Collected data entries:
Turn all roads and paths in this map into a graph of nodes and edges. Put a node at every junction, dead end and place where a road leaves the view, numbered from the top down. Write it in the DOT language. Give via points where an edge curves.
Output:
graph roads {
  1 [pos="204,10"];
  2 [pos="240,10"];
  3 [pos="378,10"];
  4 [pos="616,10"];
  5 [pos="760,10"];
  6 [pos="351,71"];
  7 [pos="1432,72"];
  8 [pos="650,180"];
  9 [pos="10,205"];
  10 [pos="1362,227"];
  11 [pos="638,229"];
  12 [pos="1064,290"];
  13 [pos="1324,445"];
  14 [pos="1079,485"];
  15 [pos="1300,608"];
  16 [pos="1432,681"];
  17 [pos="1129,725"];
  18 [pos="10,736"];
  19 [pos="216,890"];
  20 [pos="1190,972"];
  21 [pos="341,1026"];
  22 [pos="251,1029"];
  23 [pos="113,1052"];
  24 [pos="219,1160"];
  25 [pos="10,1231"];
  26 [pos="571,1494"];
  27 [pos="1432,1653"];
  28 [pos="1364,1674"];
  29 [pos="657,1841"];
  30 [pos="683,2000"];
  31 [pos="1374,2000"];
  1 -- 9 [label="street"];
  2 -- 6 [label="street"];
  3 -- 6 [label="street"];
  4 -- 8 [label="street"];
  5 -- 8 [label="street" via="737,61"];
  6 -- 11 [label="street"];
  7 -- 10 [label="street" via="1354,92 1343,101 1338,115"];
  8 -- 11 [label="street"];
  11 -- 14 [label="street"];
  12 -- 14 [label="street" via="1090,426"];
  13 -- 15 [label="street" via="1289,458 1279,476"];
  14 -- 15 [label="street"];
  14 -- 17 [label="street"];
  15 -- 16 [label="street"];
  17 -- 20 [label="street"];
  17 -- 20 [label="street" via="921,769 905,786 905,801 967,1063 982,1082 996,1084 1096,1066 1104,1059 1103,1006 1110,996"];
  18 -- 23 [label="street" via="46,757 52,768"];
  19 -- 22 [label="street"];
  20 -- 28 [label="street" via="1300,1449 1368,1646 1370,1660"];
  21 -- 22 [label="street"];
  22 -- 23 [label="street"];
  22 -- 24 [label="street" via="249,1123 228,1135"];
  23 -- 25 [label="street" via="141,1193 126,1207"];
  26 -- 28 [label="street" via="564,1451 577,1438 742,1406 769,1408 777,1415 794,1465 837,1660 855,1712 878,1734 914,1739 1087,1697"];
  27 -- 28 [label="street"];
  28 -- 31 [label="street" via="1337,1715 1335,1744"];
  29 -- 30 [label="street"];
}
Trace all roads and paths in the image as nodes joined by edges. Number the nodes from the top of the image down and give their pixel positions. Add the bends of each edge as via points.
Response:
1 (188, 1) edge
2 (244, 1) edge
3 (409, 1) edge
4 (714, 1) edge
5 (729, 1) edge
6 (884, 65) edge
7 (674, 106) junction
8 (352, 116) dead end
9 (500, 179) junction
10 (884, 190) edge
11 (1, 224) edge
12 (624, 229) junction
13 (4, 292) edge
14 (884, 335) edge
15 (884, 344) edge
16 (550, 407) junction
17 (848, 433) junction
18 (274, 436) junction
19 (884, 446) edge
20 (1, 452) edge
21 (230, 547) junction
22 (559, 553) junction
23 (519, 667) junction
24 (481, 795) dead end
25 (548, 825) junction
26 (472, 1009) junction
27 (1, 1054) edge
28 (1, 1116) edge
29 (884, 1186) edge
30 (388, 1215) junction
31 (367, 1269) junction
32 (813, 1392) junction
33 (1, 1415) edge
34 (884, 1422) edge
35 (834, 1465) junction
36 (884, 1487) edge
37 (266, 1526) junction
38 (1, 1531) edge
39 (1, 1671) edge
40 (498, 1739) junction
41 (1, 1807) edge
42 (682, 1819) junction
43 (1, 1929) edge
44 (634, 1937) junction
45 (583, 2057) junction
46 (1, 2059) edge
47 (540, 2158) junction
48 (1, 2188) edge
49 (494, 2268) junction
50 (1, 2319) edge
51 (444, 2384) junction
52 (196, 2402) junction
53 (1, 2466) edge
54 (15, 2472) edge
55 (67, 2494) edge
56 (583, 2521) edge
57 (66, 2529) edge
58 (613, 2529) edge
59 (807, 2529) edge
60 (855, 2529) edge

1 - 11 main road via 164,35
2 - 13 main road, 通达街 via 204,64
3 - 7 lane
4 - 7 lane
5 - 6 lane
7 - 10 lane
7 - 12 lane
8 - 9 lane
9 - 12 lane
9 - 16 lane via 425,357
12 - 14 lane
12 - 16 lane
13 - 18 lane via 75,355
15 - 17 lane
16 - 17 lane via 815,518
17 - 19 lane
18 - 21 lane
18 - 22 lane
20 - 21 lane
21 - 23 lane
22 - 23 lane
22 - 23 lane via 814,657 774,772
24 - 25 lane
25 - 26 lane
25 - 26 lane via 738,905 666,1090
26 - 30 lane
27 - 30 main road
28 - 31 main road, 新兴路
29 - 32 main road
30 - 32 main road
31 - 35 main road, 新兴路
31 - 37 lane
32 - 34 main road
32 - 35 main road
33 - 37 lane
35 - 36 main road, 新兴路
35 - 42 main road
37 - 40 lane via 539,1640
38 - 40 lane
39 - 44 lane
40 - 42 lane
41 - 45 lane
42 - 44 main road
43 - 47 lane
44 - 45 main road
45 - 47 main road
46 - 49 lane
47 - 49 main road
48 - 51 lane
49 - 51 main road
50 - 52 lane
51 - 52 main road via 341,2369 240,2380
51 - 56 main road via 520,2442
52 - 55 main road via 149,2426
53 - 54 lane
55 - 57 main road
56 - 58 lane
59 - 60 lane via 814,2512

Action item: Tally up the lines in the data that hold the word "graph". Only the total should be given.

Written response: 2